Source material =>
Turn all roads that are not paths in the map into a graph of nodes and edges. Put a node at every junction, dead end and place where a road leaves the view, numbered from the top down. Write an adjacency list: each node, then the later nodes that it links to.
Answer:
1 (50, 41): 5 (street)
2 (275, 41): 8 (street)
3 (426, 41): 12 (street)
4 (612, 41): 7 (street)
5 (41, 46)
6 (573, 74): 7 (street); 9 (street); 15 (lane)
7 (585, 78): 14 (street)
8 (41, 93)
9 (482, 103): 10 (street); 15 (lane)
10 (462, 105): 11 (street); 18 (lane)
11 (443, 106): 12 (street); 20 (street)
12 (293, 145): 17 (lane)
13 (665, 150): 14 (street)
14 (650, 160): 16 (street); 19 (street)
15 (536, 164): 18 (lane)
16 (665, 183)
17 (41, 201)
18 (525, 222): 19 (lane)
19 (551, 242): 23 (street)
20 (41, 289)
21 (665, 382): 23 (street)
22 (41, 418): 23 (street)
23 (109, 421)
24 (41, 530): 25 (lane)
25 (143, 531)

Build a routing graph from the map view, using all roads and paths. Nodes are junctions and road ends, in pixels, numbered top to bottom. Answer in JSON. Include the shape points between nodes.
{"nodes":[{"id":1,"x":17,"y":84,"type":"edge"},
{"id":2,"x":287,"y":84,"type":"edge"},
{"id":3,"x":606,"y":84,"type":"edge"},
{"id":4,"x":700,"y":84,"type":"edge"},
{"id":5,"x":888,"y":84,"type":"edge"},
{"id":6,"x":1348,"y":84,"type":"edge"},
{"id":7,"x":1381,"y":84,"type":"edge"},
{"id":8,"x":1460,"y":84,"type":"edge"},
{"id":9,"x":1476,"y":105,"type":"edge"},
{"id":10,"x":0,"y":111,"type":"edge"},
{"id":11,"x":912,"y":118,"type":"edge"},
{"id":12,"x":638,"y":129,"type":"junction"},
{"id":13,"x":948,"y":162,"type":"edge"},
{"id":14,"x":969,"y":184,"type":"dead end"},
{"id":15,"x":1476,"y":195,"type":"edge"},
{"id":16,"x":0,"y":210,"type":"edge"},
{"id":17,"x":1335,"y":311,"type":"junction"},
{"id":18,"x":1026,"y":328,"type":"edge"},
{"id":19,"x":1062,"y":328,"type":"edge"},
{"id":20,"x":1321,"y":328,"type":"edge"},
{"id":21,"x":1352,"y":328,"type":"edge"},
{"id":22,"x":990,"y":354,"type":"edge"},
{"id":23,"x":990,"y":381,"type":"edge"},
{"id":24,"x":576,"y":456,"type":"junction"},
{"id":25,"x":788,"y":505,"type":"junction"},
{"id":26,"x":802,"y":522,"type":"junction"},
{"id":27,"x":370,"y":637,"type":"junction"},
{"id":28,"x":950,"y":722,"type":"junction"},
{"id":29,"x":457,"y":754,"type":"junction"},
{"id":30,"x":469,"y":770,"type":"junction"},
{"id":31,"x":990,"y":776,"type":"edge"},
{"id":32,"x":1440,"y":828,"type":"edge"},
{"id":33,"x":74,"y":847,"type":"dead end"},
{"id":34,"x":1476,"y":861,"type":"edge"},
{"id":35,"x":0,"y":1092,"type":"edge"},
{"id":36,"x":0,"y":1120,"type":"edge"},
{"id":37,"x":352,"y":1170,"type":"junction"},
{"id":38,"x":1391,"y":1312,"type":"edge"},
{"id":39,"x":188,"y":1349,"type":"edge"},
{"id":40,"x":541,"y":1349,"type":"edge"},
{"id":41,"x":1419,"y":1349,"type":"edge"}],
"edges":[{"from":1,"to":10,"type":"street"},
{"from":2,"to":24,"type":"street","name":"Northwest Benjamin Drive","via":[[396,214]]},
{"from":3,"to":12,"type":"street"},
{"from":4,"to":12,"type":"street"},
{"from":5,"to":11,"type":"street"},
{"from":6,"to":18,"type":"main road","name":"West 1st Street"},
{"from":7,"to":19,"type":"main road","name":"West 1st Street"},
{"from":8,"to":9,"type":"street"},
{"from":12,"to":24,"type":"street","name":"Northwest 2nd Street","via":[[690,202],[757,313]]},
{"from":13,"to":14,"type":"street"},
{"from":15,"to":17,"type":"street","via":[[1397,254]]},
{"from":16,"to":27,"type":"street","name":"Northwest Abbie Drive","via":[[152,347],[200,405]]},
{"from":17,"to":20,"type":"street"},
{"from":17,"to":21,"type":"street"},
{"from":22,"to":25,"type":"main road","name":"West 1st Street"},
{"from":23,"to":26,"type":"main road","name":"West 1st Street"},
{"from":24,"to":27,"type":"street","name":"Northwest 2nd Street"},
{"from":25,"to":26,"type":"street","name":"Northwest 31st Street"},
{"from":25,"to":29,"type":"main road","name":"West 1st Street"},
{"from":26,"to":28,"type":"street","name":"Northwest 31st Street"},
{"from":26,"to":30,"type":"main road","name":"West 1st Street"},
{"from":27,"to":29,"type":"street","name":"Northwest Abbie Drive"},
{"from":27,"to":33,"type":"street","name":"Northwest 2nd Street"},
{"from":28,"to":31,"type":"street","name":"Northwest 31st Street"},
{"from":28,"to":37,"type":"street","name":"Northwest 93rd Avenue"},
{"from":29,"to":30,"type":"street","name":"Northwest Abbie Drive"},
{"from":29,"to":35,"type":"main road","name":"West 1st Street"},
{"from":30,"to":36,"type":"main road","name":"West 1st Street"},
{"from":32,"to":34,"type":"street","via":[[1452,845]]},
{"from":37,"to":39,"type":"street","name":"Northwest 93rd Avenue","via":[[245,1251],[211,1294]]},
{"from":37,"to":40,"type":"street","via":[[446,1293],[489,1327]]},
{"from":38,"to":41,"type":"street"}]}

Work request => The answer must be the full listing, restated word for word.

Response =>
Turn all roads that are not paths in the map into a graph of nodes and edges. Put a node at every junction, dead end and place where a road leaves the view, numbered from the top down. Write an adjacency list: each node, then the later nodes that it links to.
Answer:
1 (50, 41): 5 (street)
2 (275, 41): 8 (street)
3 (426, 41): 12 (street)
4 (612, 41): 7 (street)
5 (41, 46)
6 (573, 74): 7 (street); 9 (street); 15 (lane)
7 (585, 78): 14 (street)
8 (41, 93)
9 (482, 103): 10 (street); 15 (lane)
10 (462, 105): 11 (street); 18 (lane)
11 (443, 106): 12 (street); 20 (street)
12 (293, 145): 17 (lane)
13 (665, 150): 14 (street)
14 (650, 160): 16 (street); 19 (street)
15 (536, 164): 18 (lane)
16 (665, 183)
17 (41, 201)
18 (525, 222): 19 (lane)
19 (551, 242): 23 (street)
20 (41, 289)
21 (665, 382): 23 (street)
22 (41, 418): 23 (street)
23 (109, 421)
24 (41, 530): 25 (lane)
25 (143, 531)

Build a routing graph from the map view, using all roads and paths. Nodes are junctions and road ends, in pixels, numbered top to bottom. Answer in JSON. Include the shape points between nodes.
{"nodes":[{"id":1,"x":17,"y":84,"type":"edge"},
{"id":2,"x":287,"y":84,"type":"edge"},
{"id":3,"x":606,"y":84,"type":"edge"},
{"id":4,"x":700,"y":84,"type":"edge"},
{"id":5,"x":888,"y":84,"type":"edge"},
{"id":6,"x":1348,"y":84,"type":"edge"},
{"id":7,"x":1381,"y":84,"type":"edge"},
{"id":8,"x":1460,"y":84,"type":"edge"},
{"id":9,"x":1476,"y":105,"type":"edge"},
{"id":10,"x":0,"y":111,"type":"edge"},
{"id":11,"x":912,"y":118,"type":"edge"},
{"id":12,"x":638,"y":129,"type":"junction"},
{"id":13,"x":948,"y":162,"type":"edge"},
{"id":14,"x":969,"y":184,"type":"dead end"},
{"id":15,"x":1476,"y":195,"type":"edge"},
{"id":16,"x":0,"y":210,"type":"edge"},
{"id":17,"x":1335,"y":311,"type":"junction"},
{"id":18,"x":1026,"y":328,"type":"edge"},
{"id":19,"x":1062,"y":328,"type":"edge"},
{"id":20,"x":1321,"y":328,"type":"edge"},
{"id":21,"x":1352,"y":328,"type":"edge"},
{"id":22,"x":990,"y":354,"type":"edge"},
{"id":23,"x":990,"y":381,"type":"edge"},
{"id":24,"x":576,"y":456,"type":"junction"},
{"id":25,"x":788,"y":505,"type":"junction"},
{"id":26,"x":802,"y":522,"type":"junction"},
{"id":27,"x":370,"y":637,"type":"junction"},
{"id":28,"x":950,"y":722,"type":"junction"},
{"id":29,"x":457,"y":754,"type":"junction"},
{"id":30,"x":469,"y":770,"type":"junction"},
{"id":31,"x":990,"y":776,"type":"edge"},
{"id":32,"x":1440,"y":828,"type":"edge"},
{"id":33,"x":74,"y":847,"type":"dead end"},
{"id":34,"x":1476,"y":861,"type":"edge"},
{"id":35,"x":0,"y":1092,"type":"edge"},
{"id":36,"x":0,"y":1120,"type":"edge"},
{"id":37,"x":352,"y":1170,"type":"junction"},
{"id":38,"x":1391,"y":1312,"type":"edge"},
{"id":39,"x":188,"y":1349,"type":"edge"},
{"id":40,"x":541,"y":1349,"type":"edge"},
{"id":41,"x":1419,"y":1349,"type":"edge"}],
"edges":[{"from":1,"to":10,"type":"street"},
{"from":2,"to":24,"type":"street","name":"Northwest Benjamin Drive","via":[[396,214]]},
{"from":3,"to":12,"type":"street"},
{"from":4,"to":12,"type":"street"},
{"from":5,"to":11,"type":"street"},
{"from":6,"to":18,"type":"main road","name":"West 1st Street"},
{"from":7,"to":19,"type":"main road","name":"West 1st Street"},
{"from":8,"to":9,"type":"street"},
{"from":12,"to":24,"type":"street","name":"Northwest 2nd Street","via":[[690,202],[757,313]]},
{"from":13,"to":14,"type":"street"},
{"from":15,"to":17,"type":"street","via":[[1397,254]]},
{"from":16,"to":27,"type":"street","name":"Northwest Abbie Drive","via":[[152,347],[200,405]]},
{"from":17,"to":20,"type":"street"},
{"from":17,"to":21,"type":"street"},
{"from":22,"to":25,"type":"main road","name":"West 1st Street"},
{"from":23,"to":26,"type":"main road","name":"West 1st Street"},
{"from":24,"to":27,"type":"street","name":"Northwest 2nd Street"},
{"from":25,"to":26,"type":"street","name":"Northwest 31st Street"},
{"from":25,"to":29,"type":"main road","name":"West 1st Street"},
{"from":26,"to":28,"type":"street","name":"Northwest 31st Street"},
{"from":26,"to":30,"type":"main road","name":"West 1st Street"},
{"from":27,"to":29,"type":"street","name":"Northwest Abbie Drive"},
{"from":27,"to":33,"type":"street","name":"Northwest 2nd Street"},
{"from":28,"to":31,"type":"street","name":"Northwest 31st Street"},
{"from":28,"to":37,"type":"street","name":"Northwest 93rd Avenue"},
{"from":29,"to":30,"type":"street","name":"Northwest Abbie Drive"},
{"from":29,"to":35,"type":"main road","name":"West 1st Street"},
{"from":30,"to":36,"type":"main road","name":"West 1st Street"},
{"from":32,"to":34,"type":"street","via":[[1452,845]]},
{"from":37,"to":39,"type":"street","name":"Northwest 93rd Avenue","via":[[245,1251],[211,1294]]},
{"from":37,"to":40,"type":"street","via":[[446,1293],[489,1327]]},
{"from":38,"to":41,"type":"street"}]}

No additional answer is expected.